Another difference between the two studies relates to sequencing depth. Sung et al. identified a total of 344 integration sites from 76 HCC tumors through a >30× depth of coverage, whereas Jiang et al. observed 148 integration sites from 3 HCC tumors by a >80× deeper sequencing of samples containing >80% tumor content. Jiang et al. further compared the results from the >80× depth to an even higher coverage of >240×, and found the number of detected integration sites were proportional to sequencing depth. Assuming the actual average numbers of integrations per sample were comparable between the tumors in these two studies, the fact that Jiang et al. identified a much higher number of integrations per sample might be due to the different stringencies in detection criteria used in the two studies, as well as differences in potential sequencing errors, analysis biases and artifacts. Furthermore, it could have reflected the presence of tumor heterogeneity that resulted from the inclusion of normal tissues in the tumor samples and thus reduced the sequencing sensitivity in the study of Sung et al. Further in-depth assessments of allelic bias and number of integration sites that were shared across samples in each study may provide additional clues to these observations.

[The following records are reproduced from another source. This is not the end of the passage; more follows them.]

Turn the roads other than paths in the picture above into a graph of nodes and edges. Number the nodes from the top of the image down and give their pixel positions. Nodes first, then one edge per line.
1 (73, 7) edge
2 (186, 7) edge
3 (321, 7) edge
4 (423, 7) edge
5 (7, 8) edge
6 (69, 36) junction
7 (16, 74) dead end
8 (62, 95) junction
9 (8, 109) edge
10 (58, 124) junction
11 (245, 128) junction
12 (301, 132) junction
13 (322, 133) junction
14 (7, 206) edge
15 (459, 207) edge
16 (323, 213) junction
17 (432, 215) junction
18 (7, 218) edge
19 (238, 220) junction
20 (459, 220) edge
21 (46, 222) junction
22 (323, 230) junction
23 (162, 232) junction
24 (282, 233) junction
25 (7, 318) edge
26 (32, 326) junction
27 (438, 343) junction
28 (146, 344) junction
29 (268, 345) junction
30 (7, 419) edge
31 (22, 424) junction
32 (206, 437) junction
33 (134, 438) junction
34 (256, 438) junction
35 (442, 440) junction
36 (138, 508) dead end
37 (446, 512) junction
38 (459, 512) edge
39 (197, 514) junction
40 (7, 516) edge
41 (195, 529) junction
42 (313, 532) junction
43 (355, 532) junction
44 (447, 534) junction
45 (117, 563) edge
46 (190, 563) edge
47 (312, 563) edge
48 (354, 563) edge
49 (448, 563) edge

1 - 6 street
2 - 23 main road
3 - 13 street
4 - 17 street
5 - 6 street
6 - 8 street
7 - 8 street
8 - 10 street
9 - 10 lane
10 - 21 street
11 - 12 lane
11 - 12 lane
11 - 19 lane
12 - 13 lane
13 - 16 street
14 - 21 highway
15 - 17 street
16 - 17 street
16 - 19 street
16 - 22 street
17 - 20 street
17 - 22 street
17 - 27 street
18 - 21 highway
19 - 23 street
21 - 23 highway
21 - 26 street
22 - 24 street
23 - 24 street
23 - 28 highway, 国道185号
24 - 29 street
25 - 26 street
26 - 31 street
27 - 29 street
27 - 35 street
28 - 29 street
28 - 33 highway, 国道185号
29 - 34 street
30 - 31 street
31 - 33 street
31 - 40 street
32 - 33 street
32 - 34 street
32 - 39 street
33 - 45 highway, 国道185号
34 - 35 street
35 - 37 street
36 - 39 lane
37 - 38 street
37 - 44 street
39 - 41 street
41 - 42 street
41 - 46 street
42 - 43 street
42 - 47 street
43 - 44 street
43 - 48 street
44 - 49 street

In addition to constructing HBV integration maps, NGS has been widely applied to survey HCC genomes to identify other aberrations such as mutations, small insertions and deletions, copy number variations, and structural variations. As a result, many frequently mutated genes have been discovered and linked to HCC development, including TP53, AXIN1, ARID1A, ARID2, CTNNB1, as well as others (13-17). However, a causative link between HBV integration sites and specific gene mutations remains to be demonstrated. Moreover, although Sung et al. reported a significant association between the overall numbers of integration sites and patient survival, it is unknown whether this association was particularly prominent in patients with recurrent integrations in hotspot genes. Sung et al. (4) reported sequencing data on the largest HBV-positive HCC patient population to date, which may offer pivotal insights into the mechanism of malignant transformation from HBV infection to HCC. A thorough understanding of HBV DNA integration into the host genome, and the resulting aberrant gene expression and cancer development will likely necessitate even higher-depth sequencing coverage in larger patient populations, in order to tackle the heterogeneity issue and yield statistically robust findings. Due to the rapid decrease in NGS cost and increase in computational capacity, it will not be long before future studies likes Sung’s and Jiang’s pave new roads for researchers to establish a comprehensive understanding of HCC genomes, eventually facilitating the development of novel targeted and personalized therapeutic options to prevent and treat this devastating disease.
Acknowledgements
Disclosure: The authors declare no conflict of interest.